◆ What to produce ◆
Count every line in the following listing that contains "edge", then report that count with nothing added.
(Data for review)
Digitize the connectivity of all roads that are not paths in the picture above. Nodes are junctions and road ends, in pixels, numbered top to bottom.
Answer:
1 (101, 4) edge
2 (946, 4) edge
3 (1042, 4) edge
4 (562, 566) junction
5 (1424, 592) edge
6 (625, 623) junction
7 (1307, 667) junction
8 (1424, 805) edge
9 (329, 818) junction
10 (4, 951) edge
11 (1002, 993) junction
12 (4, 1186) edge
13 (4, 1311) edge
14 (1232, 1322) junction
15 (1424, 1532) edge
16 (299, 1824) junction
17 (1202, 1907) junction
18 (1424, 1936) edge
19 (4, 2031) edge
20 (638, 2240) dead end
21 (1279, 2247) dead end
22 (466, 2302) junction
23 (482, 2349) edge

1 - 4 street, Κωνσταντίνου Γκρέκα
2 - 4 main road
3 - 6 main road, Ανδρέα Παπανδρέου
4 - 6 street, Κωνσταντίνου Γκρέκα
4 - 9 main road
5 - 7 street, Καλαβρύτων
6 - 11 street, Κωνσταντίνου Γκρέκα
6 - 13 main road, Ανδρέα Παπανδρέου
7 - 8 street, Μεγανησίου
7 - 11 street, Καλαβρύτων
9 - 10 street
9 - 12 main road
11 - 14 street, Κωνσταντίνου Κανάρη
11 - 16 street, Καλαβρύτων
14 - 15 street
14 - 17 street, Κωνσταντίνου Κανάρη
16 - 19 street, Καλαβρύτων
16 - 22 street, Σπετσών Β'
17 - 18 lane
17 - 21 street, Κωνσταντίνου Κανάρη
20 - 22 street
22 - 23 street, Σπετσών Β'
(End Data for review)
◆ Written reply ◆
12